Until his mid-thirties Hall seemed content with that. He had a son and a daughter; he worked in daylight. It took a government grant to awake the salesman in him. In 1965 Hall discovered that pounds 1,000 was available to anyone who made a derelict house habitable. He bought four, then several more, and by 1967 had earned pounds 40,000. All around him, collieries and heavy industry were gasping their last; with a natural developer's eye, he bought the dead land cheaply and grew commercial property and supermarkets on it.

After making, and losing, his first million during the Seventies, he found his perfect site: 100 acres of ash, piled up and forgotten on the western edge of Gateshead. He decided to put the biggest shopping centre in Europe on it. His company, Cameron Hall, only had the turnover of a large pub, and the North-east was the poorest region in Britain, about to be made much poorer by Margaret Thatcher, but Hall had walked wide- eyed through acres of malls on holiday in Canada; he applied for more grants.

The MetroCentre was a triumph of pragmatism, built with Enterprise Zone subsidies. For the opening ceremony in 1986, Hall was joined by Nicholas Ridley, a Northumbrian of rather grander background. "John is quite happy to do whatever he needs to do," says David Clelland, then a Gateshead councillor and now a Labour MP. In 1987 Hall sold the MetroCentre to the Church Commissioners for pounds 272m and bought Wynyard Hall. Its previous owners were a slipping dynasty of colliery owners. Hall enjoyed inviting miners over.

The same year, he identified another local symbol awaiting reinvention in his own image: Newcastle United. It was a typical lost club: famous for frittering money, letting local talent go, and living off FA Cup glories from the Fifties. With Thatcherite naivety, Hall thought he could sweep in, exert "central control" for a year or two, and then sell the club to its fans, the same people who were spending so freely in the MetroCentre.

It proved trickier. For four years Hall paid for expensive players, battled his way on to the board, and hired private detectives to trace the scattered original shareholders and buy them out. The club was shaken but not roused: in May 1992, United avoided dropping into the old Third Division, a pit of competitive obscurity it had never experienced before, by a single goal in the last match of the season. It was an own goal by their opponents.

NEWCASTLE now win their matches themselves with grand attacking football of a sort seen rarely outside South America. The fortunes of team and chairman seem locked in a virtuous circle. In 1994, Samsung, a South Korean electronics manufacturer, was considering the North-east as a location for its European base; Hall arranged for the company's negotiators to watch United. His players hurled themselves at Royal Antwerp, a respectable Dutch side, and overwhelmed them 5-2. Samsung came to the North-east - or, more precisely, Wynyard Hall.

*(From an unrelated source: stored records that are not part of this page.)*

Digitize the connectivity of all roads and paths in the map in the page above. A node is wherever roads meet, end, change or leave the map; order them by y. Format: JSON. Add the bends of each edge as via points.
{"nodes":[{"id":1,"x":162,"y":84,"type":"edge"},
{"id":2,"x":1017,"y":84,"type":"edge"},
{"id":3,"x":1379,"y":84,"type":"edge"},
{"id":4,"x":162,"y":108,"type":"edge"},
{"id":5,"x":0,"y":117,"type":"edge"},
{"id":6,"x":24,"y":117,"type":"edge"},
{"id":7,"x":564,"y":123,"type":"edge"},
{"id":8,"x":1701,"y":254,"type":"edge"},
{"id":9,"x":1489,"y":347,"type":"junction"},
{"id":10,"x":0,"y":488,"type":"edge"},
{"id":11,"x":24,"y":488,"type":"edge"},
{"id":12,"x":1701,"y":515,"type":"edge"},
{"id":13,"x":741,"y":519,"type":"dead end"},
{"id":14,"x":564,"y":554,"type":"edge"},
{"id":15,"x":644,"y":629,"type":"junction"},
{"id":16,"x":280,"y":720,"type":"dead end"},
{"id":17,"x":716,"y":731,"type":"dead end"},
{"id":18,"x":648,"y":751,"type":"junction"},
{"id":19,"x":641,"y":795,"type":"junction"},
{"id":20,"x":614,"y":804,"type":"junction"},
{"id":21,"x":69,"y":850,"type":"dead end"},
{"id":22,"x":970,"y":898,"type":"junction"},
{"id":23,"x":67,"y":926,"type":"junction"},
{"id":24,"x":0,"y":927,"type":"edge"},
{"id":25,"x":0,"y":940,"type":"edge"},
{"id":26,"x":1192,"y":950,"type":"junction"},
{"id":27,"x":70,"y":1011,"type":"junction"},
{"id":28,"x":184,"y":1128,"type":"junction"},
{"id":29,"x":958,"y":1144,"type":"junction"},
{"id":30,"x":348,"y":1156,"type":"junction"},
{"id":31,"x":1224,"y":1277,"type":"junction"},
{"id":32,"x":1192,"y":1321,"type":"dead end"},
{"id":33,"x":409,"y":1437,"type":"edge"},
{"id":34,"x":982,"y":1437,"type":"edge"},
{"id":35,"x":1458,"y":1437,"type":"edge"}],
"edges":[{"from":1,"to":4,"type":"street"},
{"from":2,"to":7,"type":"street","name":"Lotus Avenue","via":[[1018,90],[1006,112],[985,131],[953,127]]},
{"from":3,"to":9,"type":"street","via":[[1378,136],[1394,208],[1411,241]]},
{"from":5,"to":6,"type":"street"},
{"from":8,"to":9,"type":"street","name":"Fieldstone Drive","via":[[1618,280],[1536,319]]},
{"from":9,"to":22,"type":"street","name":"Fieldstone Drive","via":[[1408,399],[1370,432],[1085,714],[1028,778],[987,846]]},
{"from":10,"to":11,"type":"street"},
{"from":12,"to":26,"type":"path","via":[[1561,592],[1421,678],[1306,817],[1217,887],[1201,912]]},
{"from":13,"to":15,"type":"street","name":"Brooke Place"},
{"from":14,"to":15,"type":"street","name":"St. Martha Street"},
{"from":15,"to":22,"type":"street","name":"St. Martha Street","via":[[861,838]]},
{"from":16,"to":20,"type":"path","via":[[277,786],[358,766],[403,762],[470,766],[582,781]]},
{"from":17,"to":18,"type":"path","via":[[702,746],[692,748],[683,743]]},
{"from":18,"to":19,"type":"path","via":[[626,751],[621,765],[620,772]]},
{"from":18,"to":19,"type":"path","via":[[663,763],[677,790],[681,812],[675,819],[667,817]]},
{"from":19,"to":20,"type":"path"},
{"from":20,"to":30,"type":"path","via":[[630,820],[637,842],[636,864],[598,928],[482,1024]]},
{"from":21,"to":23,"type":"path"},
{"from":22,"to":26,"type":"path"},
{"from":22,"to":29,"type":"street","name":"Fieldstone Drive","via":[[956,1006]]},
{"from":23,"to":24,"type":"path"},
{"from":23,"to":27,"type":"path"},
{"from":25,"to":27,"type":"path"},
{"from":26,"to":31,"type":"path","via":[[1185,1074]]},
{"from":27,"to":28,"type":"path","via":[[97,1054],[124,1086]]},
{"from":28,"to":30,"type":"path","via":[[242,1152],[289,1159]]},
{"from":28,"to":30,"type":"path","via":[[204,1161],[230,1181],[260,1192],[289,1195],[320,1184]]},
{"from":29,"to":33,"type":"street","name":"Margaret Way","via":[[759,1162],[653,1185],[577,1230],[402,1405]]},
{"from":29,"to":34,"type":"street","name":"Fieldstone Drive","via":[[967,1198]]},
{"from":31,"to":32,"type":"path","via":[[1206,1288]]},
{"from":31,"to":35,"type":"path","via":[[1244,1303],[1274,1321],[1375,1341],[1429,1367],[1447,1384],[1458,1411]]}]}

Such synergies have their risks, though. For all the flair Hall has bought for them, Newcastle United have yet to add to their ancient trophies. When they failed last season, fans sprayed graffiti on the drive at Wynyard Hall. And winning Castle Leazes is going to be a struggle. While a majority favour a stadium at all costs, "there's quite a substantial resentment, bigger than over anything else he's done," says David Clelland.

Resentment of a different kind is already cramping Hall's plans for a United Sporting Club. "The rank and file can't understand why he's spending money on other sports," says Mark Jensen, editor of The Mag, the football team's main fanzine. And Hall responds to such signals.

Last week, with little press, Hall split off his other teams from Newcastle United's share flotation. For now, with his promises of success this season, his praise for the genius of United's manager Kevin Keegan, and his near-daily visits to St James', Hall's hopes are with the football - he is a grandfather living out every child's team-owning fantasy. But Hall may shift if being "Mr Newcastle" gets too frustrating, or too limiting. This season Sunderland are in the Premiership too.